For a DFS tree edge u → v, the edge is a bridge iff low[v] > disc[u]. Why? low[v] is the smallest discovery time reachable from v's subtree (without using the edge u-v). If low[v] is strictly greater than disc[u], then no descendant of v can reach u or any ancestor of u — meaning the only way back to the rest of the graph is through u-v. Remove the edge, and v's subtree is stranded.
Why does Tarjan use disc[u] and not disc[v]?
We're checking whether v's subtree can reach back to u or anything before it. low[v] >= disc[v] is trivially true (every node can reach itself in zero steps). So the meaningful question is whether low[v] >= disc[u] — strict inequality low[v] > disc[u] means v cannot bypass the tree edge u-v to escape. Equality low[v] == disc[u] means v can reach u itself via some back edge — making the edge u-v redundant, hence not a bridge.
How is the bridge algorithm different from Tarjan's SCC?
Tarjan's SCC is for directed graphs and uses an explicit on-stack flag plus a pop-after-completion routine. Tarjan's bridge algorithm is for undirected graphs and only updates low-link from DFS subtree returns and from back edges that are NOT the immediate parent edge.
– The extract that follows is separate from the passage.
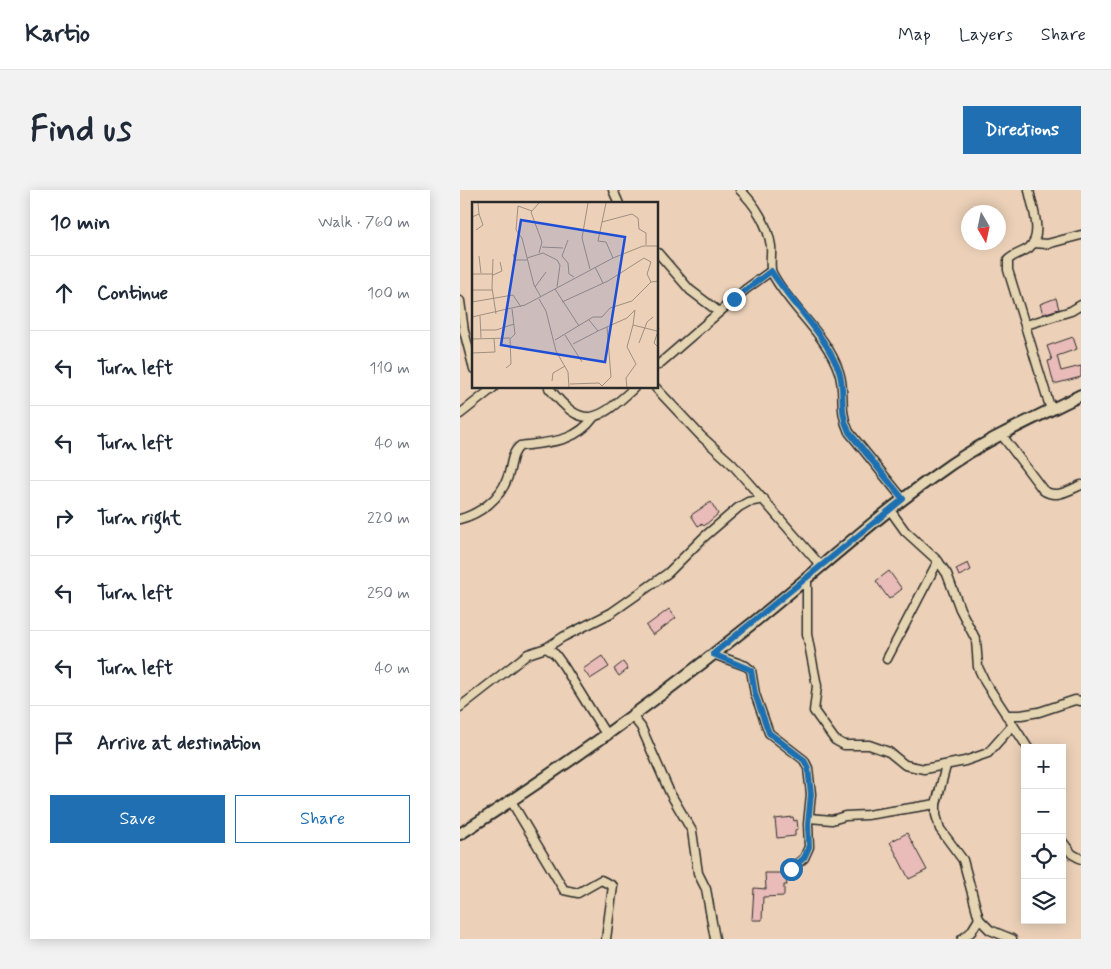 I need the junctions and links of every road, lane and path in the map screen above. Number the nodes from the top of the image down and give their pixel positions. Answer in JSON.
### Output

The "don't update low from parent" subtlety is the most common bug — see common bugs above.
Can a graph have a bridge AND an articulation point that aren't related?
Yes. A bridge's endpoints are usually articulation points (cut vertices) — but not always. A bridge's endpoint is a cut vertex unless it's a leaf in the DFS tree. The two concepts are dual but distinct: bridges fragment along edges, articulation points fragment around vertices. Both come from the same low-link DFS pass.
Does the algorithm work on disconnected graphs?
Yes. Wrap the algorithm in a for-loop that starts a new DFS from every unvisited node. Each connected component is processed independently — bridges found in one component never reference vertices in another. The total cost is still O(V + E) over all components.
What about multi-edges (parallel edges)?
If there are two or more edges between the same pair of vertices, NONE of them is a bridge — removing one still leaves the connection. The classic algorithm needs a small tweak to handle this: track edges by id rather than by endpoint, so when a "back edge" is encountered it's only ignored if it's the exact parent-edge instance, not just any edge to the parent.